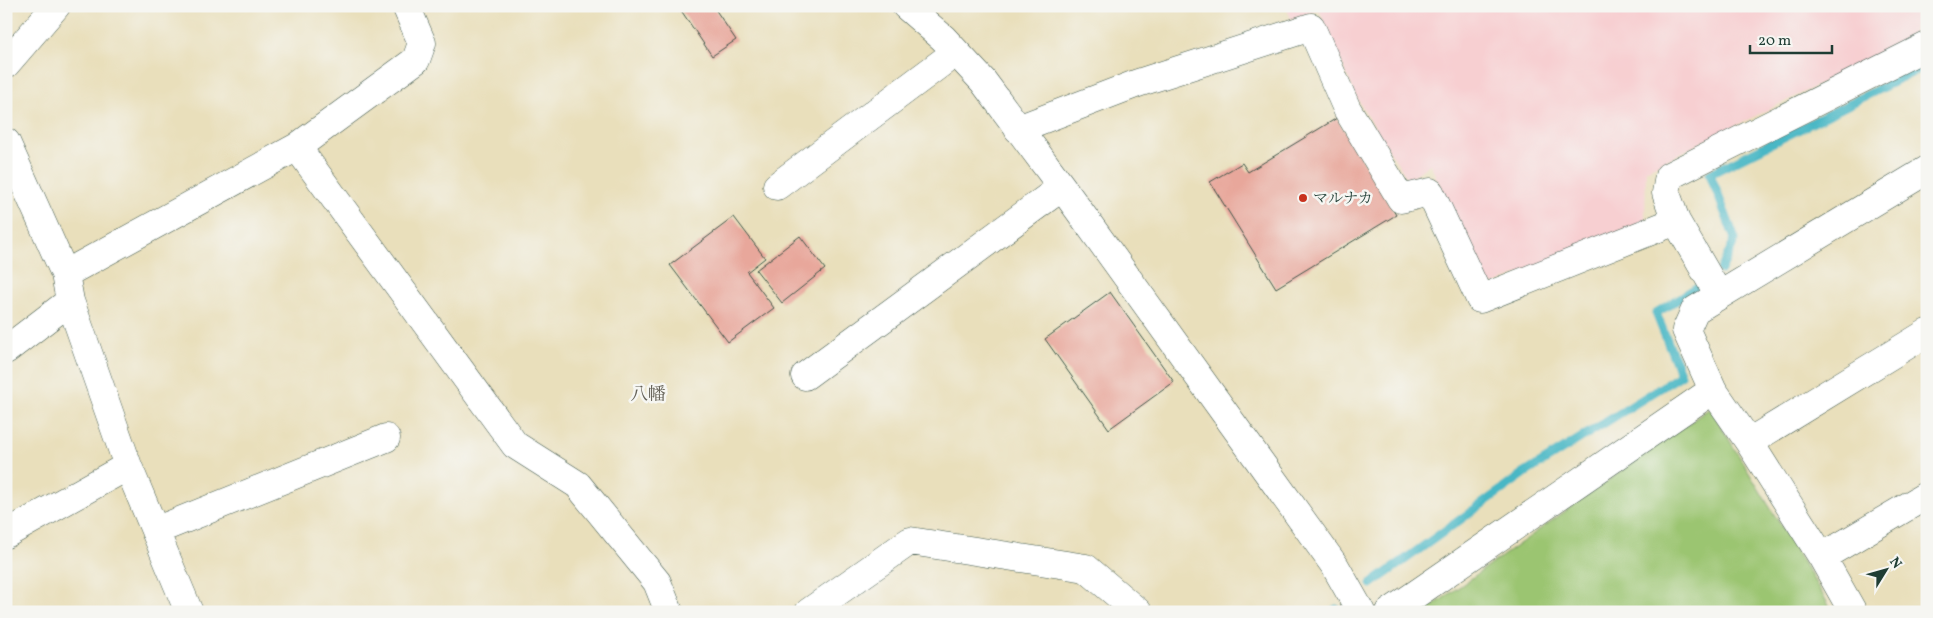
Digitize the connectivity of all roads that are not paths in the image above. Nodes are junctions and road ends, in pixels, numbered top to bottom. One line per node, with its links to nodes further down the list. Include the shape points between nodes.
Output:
1 (56, 6): 6 (street)
2 (406, 6): 9 (street, via 422,43 416,60)
3 (906, 6): 5 (street)
4 (1927, 46): 13 (street, via 1669,176 1666,193)
5 (956, 52): 7 (street); 11 (street)
6 (6, 64)
7 (1018, 129): 12 (street); 13 (street, via 1138,83 1312,27 1347,108 1401,199 1430,192 1480,299)
8 (6, 142): 14 (street)
9 (297, 146): 14 (street); 29 (street, via 516,445 578,485 657,582)
10 (1927, 170): 15 (street)
11 (777, 186)
12 (1062, 187): 19 (street); 32 (street, via 1335,566)
13 (1676, 221): 15 (street)
14 (65, 274): 16 (street)
15 (1719, 295): 20 (street, via 1695,310 1686,330)
16 (70, 301): 18 (street); 23 (street)
17 (1927, 333): 22 (street)
18 (6, 350)
19 (805, 376)
20 (1713, 390): 22 (street); 33 (street)
21 (386, 438): 25 (street)
22 (1749, 442): 27 (street)
23 (128, 466): 25 (street); 26 (street)
24 (1927, 494): 27 (street)
25 (155, 531): 28 (street)
26 (6, 534)
27 (1822, 557): 34 (street)
28 (189, 612)
29 (669, 612)
30 (809, 612): 31 (street, via 910,542 1086,568)
31 (1138, 612)
32 (1361, 612)
33 (1390, 612)
34 (1853, 612)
• • • •
**Directions**
Every record must be returned exactly. Leave its pictures out.

**Reply to the task**
Digitize the connectivity of all roads that are not paths in the image above. Nodes are junctions and road ends, in pixels, numbered top to bottom. One line per node, with its links to nodes further down the list. Include the shape points between nodes.
Output:
1 (56, 6): 6 (street)
2 (406, 6): 9 (street, via 422,43 416,60)
3 (906, 6): 5 (street)
4 (1927, 46): 13 (street, via 1669,176 1666,193)
5 (956, 52): 7 (street); 11 (street)
6 (6, 64)
7 (1018, 129): 12 (street); 13 (street, via 1138,83 1312,27 1347,108 1401,199 1430,192 1480,299)
8 (6, 142): 14 (street)
9 (297, 146): 14 (street); 29 (street, via 516,445 578,485 657,582)
10 (1927, 170): 15 (street)
11 (777, 186)
12 (1062, 187): 19 (street); 32 (street, via 1335,566)
13 (1676, 221): 15 (street)
14 (65, 274): 16 (street)
15 (1719, 295): 20 (street, via 1695,310 1686,330)
16 (70, 301): 18 (street); 23 (street)
17 (1927, 333): 22 (street)
18 (6, 350)
19 (805, 376)
20 (1713, 390): 22 (street); 33 (street)
21 (386, 438): 25 (street)
22 (1749, 442): 27 (street)
23 (128, 466): 25 (street); 26 (street)
24 (1927, 494): 27 (street)
25 (155, 531): 28 (street)
26 (6, 534)
27 (1822, 557): 34 (street)
28 (189, 612)
29 (669, 612)
30 (809, 612): 31 (street, via 910,542 1086,568)
31 (1138, 612)
32 (1361, 612)
33 (1390, 612)
34 (1853, 612)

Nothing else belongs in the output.